> _TASK STATEMENT_:
What is needed is an exact copy of every entry, without the pictures.

> _INFORMATION PROVIDED_:
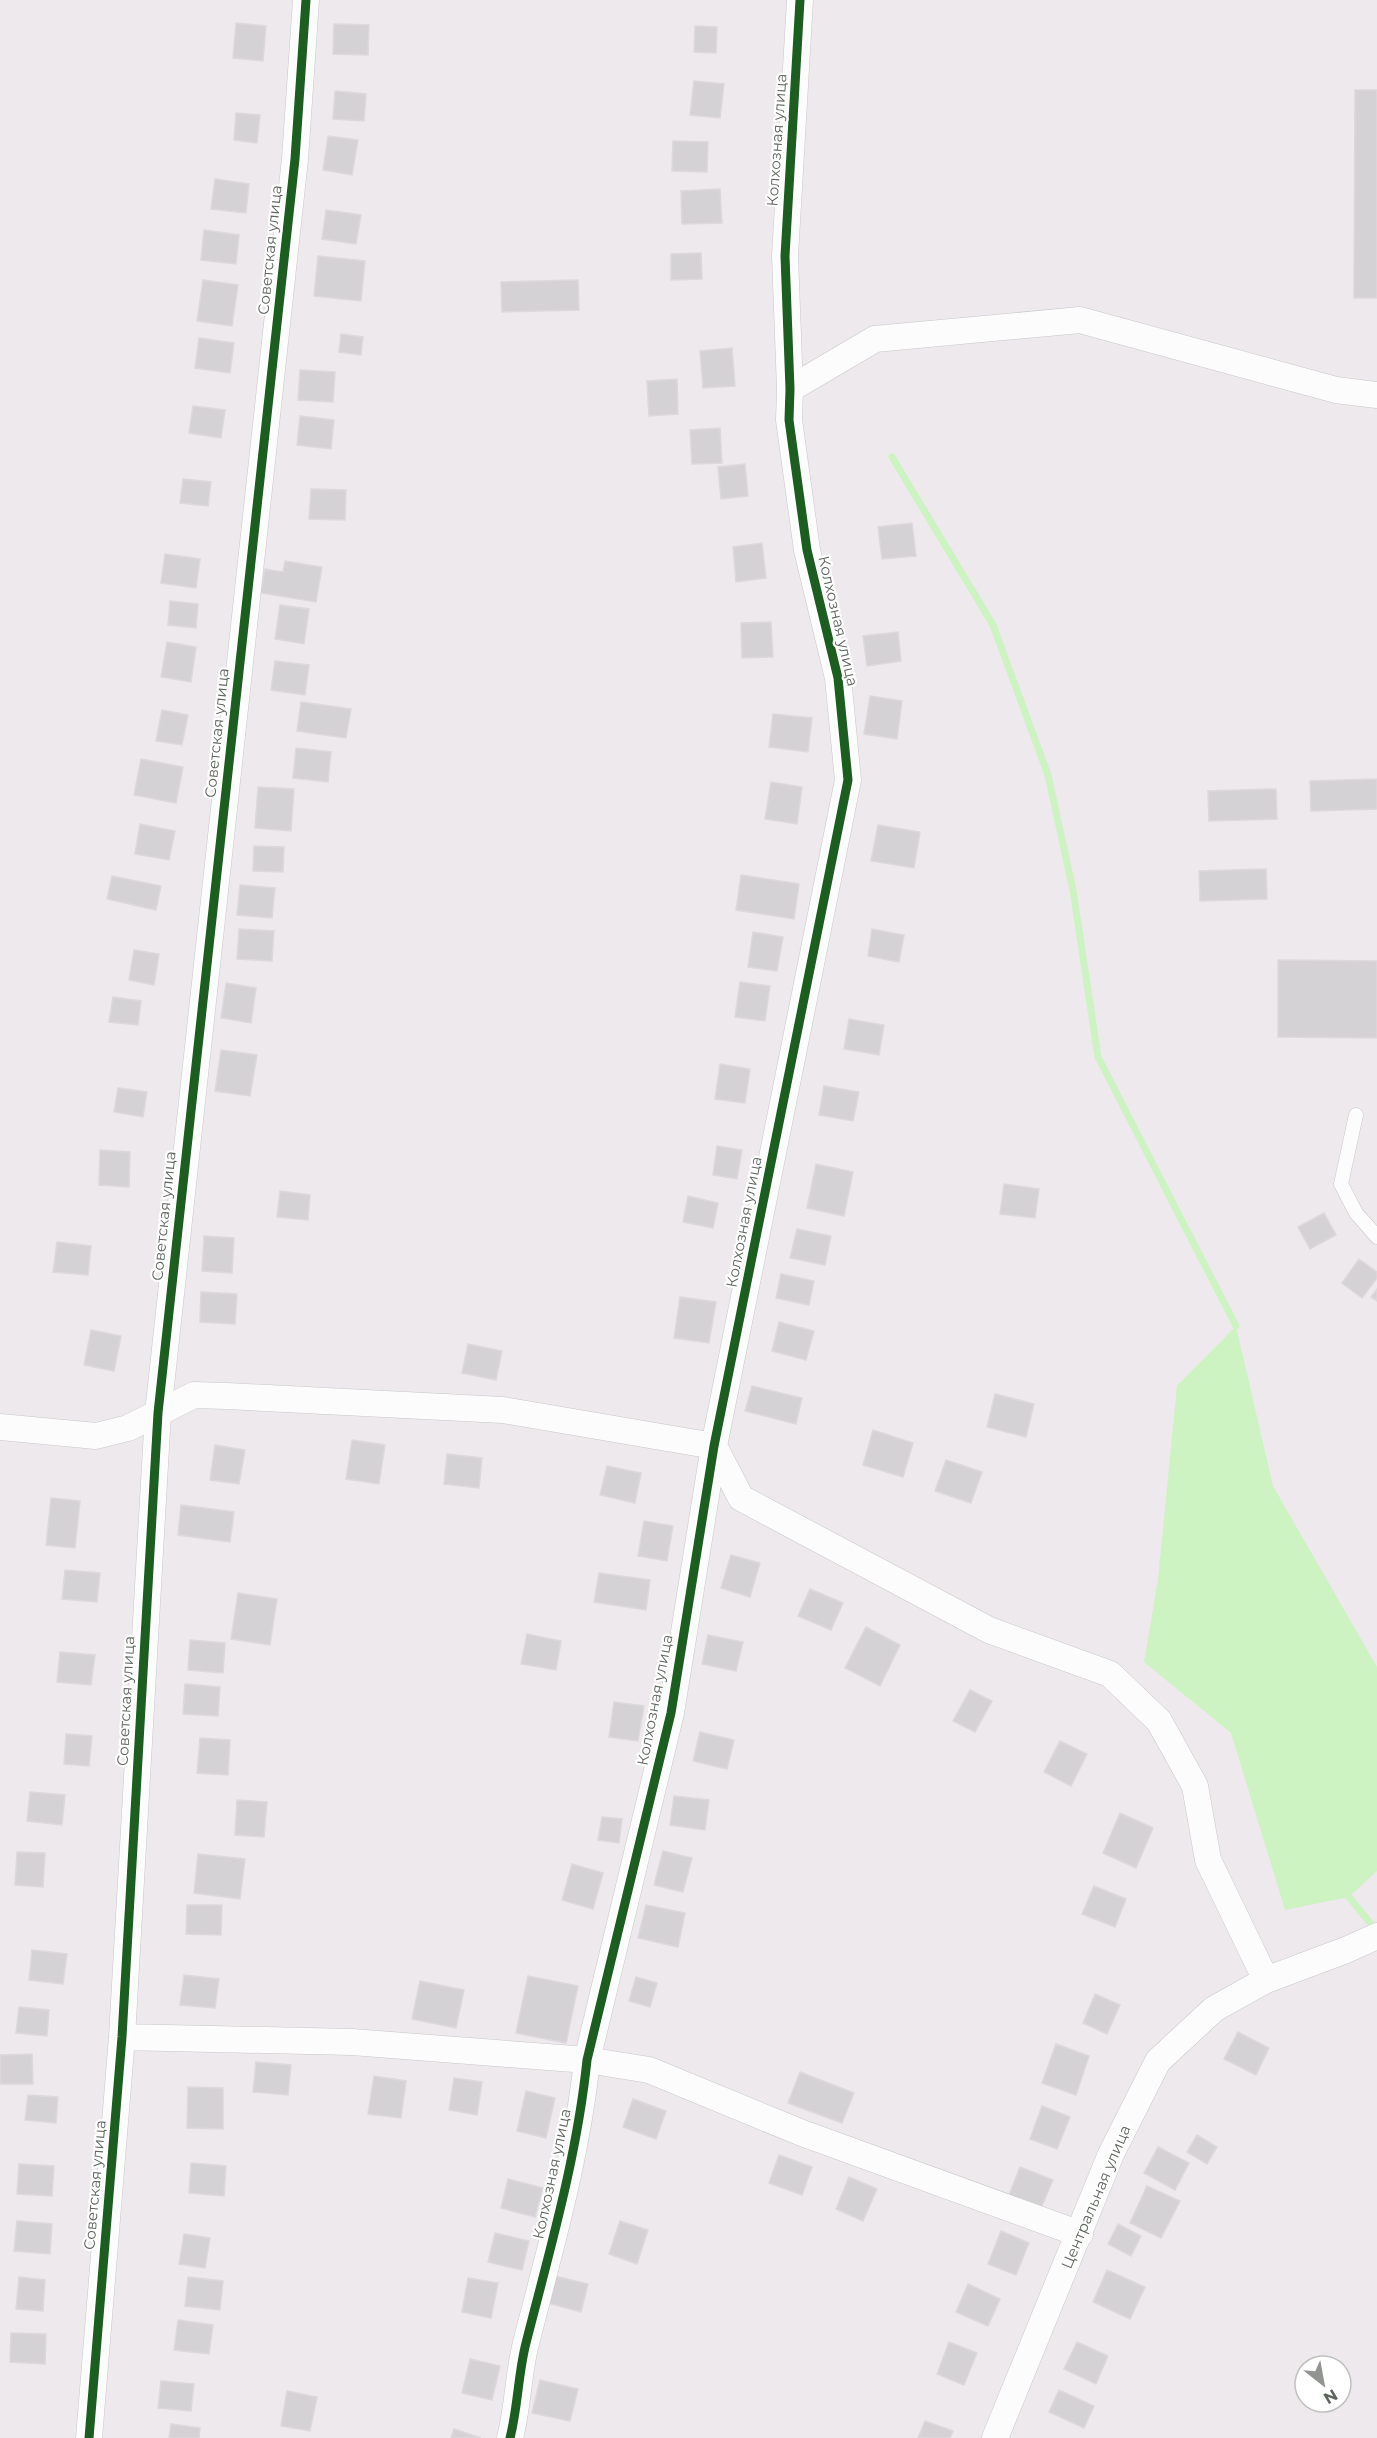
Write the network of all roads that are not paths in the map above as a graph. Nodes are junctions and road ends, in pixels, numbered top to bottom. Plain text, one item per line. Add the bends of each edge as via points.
1 (306, 0) edge
2 (800, 0) edge
3 (790, 389) junction
4 (1377, 395) edge
5 (1356, 1115) dead end
6 (1377, 1237) edge
7 (158, 1413) junction
8 (0, 1427) edge
9 (714, 1446) junction
10 (1377, 1936) edge
11 (1266, 1980) junction
12 (122, 2037) junction
13 (587, 2060) junction
14 (1080, 2234) junction
15 (89, 2438) edge
16 (510, 2438) edge
17 (995, 2438) edge

1 - 7 street, Советская улица via 295,159
2 - 3 street, Колхозная улица via 785,256
3 - 4 street via 875,339 1080,320 1336,390
3 - 9 street, Колхозная улица via 789,420 807,550 837,678 848,780
5 - 6 lane via 1341,1184 1356,1213
7 - 8 street via 128,1428 96,1436
7 - 9 street via 194,1395 503,1410
7 - 12 street, Советская улица
9 - 11 street via 741,1498 989,1630 1110,1674 1159,1721 1195,1786 1208,1860
9 - 13 street, Колхозная улица via 671,1713
10 - 11 street, Центральная улица
11 - 14 street, Центральная улица via 1214,2009 1158,2061 1111,2154
12 - 13 street via 352,2042
12 - 15 street, Советская улица
13 - 14 street via 649,2070 802,2133
13 - 16 street, Колхозная улица via 582,2114 525,2345
14 - 17 street, Центральная улица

> _TASK OUTPUT_:
Write the network of all roads that are not paths in the map above as a graph. Nodes are junctions and road ends, in pixels, numbered top to bottom. Plain text, one item per line. Add the bends of each edge as via points.
1 (306, 0) edge
2 (800, 0) edge
3 (790, 389) junction
4 (1377, 395) edge
5 (1356, 1115) dead end
6 (1377, 1237) edge
7 (158, 1413) junction
8 (0, 1427) edge
9 (714, 1446) junction
10 (1377, 1936) edge
11 (1266, 1980) junction
12 (122, 2037) junction
13 (587, 2060) junction
14 (1080, 2234) junction
15 (89, 2438) edge
16 (510, 2438) edge
17 (995, 2438) edge

1 - 7 street, Советская улица via 295,159
2 - 3 street, Колхозная улица via 785,256
3 - 4 street via 875,339 1080,320 1336,390
3 - 9 street, Колхозная улица via 789,420 807,550 837,678 848,780
5 - 6 lane via 1341,1184 1356,1213
7 - 8 street via 128,1428 96,1436
7 - 9 street via 194,1395 503,1410
7 - 12 street, Советская улица
9 - 11 street via 741,1498 989,1630 1110,1674 1159,1721 1195,1786 1208,1860
9 - 13 street, Колхозная улица via 671,1713
10 - 11 street, Центральная улица
11 - 14 street, Центральная улица via 1214,2009 1158,2061 1111,2154
12 - 13 street via 352,2042
12 - 15 street, Советская улица
13 - 14 street via 649,2070 802,2133
13 - 16 street, Колхозная улица via 582,2114 525,2345
14 - 17 street, Центральная улица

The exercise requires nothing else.